Mr Varadkar suggested that the Decade of Centenaries which is due to end in 2023 would end with a “downbeat note” if it ended with commemorations to mark the Civil War.
Instead, he proposed that marking the 75th anniversary of the Republic in 2024 would end it on an “upbeat and optimistic note”.
He said he would raise the issue with the expert advisory group on the commemorations chaired by Dr Maurice Manning.
Members of the Fine Gael party gathered at O’Connell House in Merrion Square, Dublin to mark the 69th anniversary and discuss ways to mark the forthcoming anniversaries of the Republic.
Mr Varadkar told them that any celebrations to mark anniversaries relating to Ireland as a republic should not be Fine Gael-led events, but non-party political as the commemorations to mark the Easter Rising had been.
He also stated that Fine Gael did not celebrate its own “really proud history”.
It had been the party which created the State and the first three Governments, he said. Fianna Fáil admitted when they set up in 1927 that they were not ready for government in the beginning. WT Cosgrave’s Cumann na nGaedheal government did not have the same luxury, he said.
He said Fine Gael had twice in his lifetime “rescued and rebuilt an economy that had been laid waste by others”.
There had been five previous declarations of a republic in Irish history, but only one which was recognised by international governments – the one declared in 1949 by the Fine Gael Taoiseach John Costello, he said.
Copies of The Irish Times from the day after the declaration of the Republic were circulated among members of the party. The paper recorded that there was widespread jubilation in the street after the State became the Republic of Ireland at midnight on April 18th, 1949.
The Taoiseach added: “I believe we could organise a similar spectacular for midnight, the 18th of April 2024, and have music, entertainment and a light display for people of Ireland. And why limit it to only Dublin?
“The declaration of a republic means different things to different people. If we are going to have a national celebration of that, which we should have, we should consult quite widely.”

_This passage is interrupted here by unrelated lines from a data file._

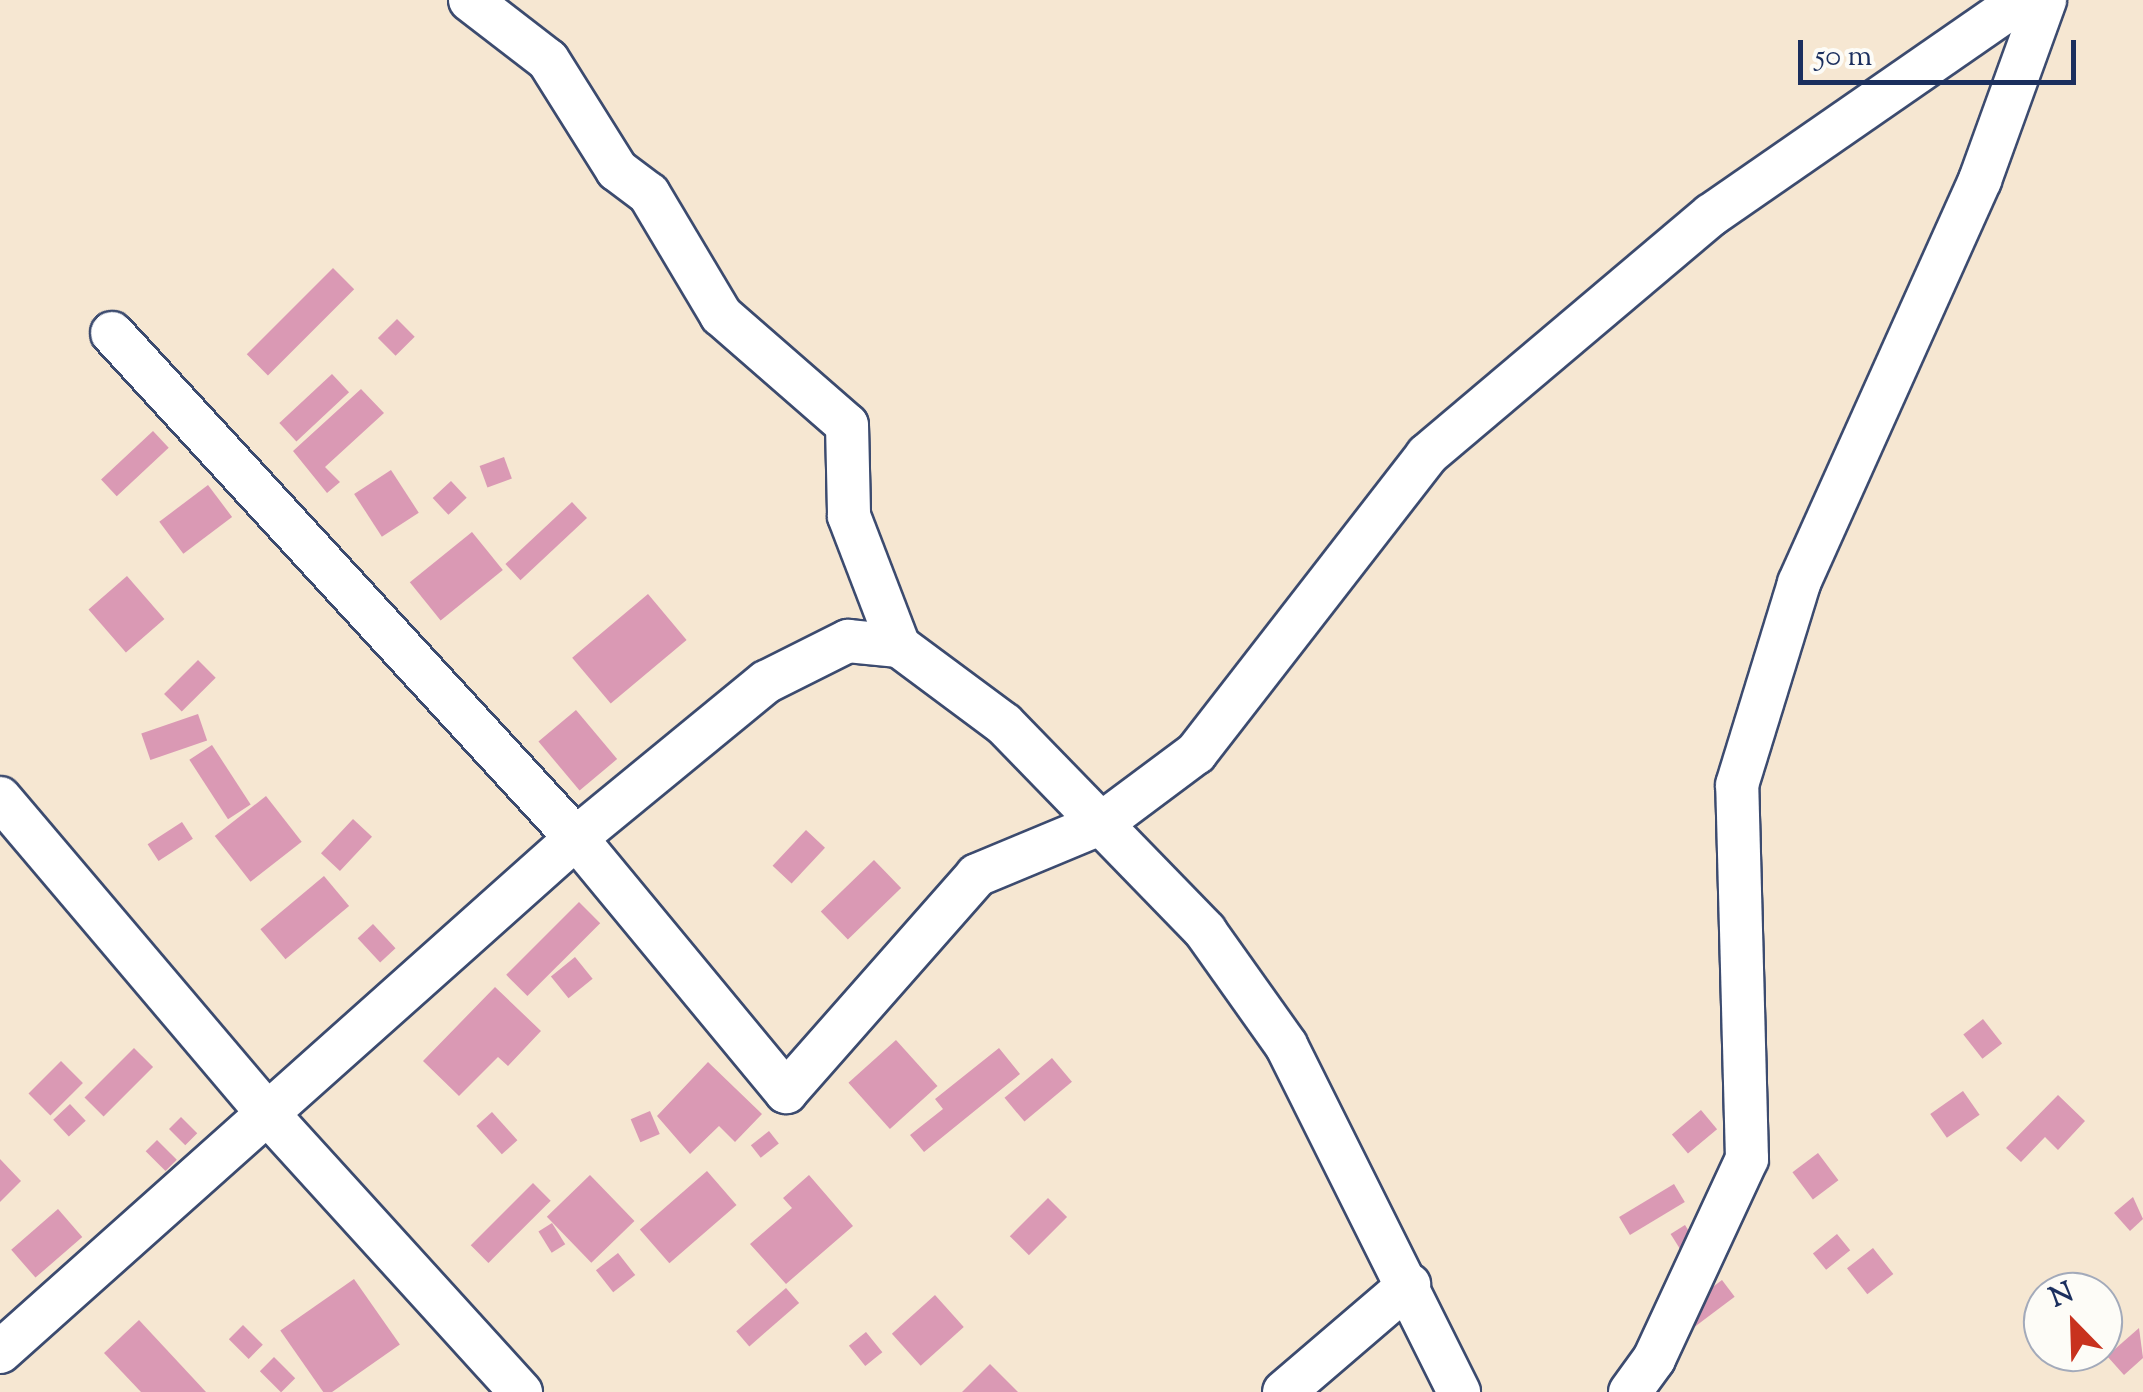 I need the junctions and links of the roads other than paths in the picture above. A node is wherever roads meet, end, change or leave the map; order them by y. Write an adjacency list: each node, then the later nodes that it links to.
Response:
1 (470, 0): 5 (street)
2 (2022, 0): 7 (street)
3 (2045, 0): 15 (street)
4 (112, 333): 8 (street)
5 (899, 646): 7 (street); 8 (street)
6 (0, 798): 9 (street)
7 (1102, 823): 8 (street); 10 (street)
8 (576, 838): 9 (street)
9 (266, 1112): 11 (street); 12 (street)
10 (1409, 1285): 13 (street); 14 (street)
11 (0, 1352)
12 (521, 1392)
13 (1284, 1392)
14 (1459, 1392)
15 (1630, 1392)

Junior minister Patrick O’Donovan said a celebration of the Irish republic would “taken back what it means to be republican”. He said the established parties had surrendered the term republican to “ a very narrow set of people who do nothing to embrace the values of a republic, but instead seek to divide”.
Fine Gael executive council chair Gerry O’Connell said there ought to be a “Republic Day” every year.
He said Costello’s declaration of a Republic ended all ambiguity about the nature of the Irish State.
He suggested the declaration of a republic in 1949 vindicated Michael Collins’s stance on the treaty that it gave Ireland “the freedom to achieve freedom”.
The contention from Fianna Fáil that Fine Gael was somehow less Irish than they were could never be thrown at the party again, he added.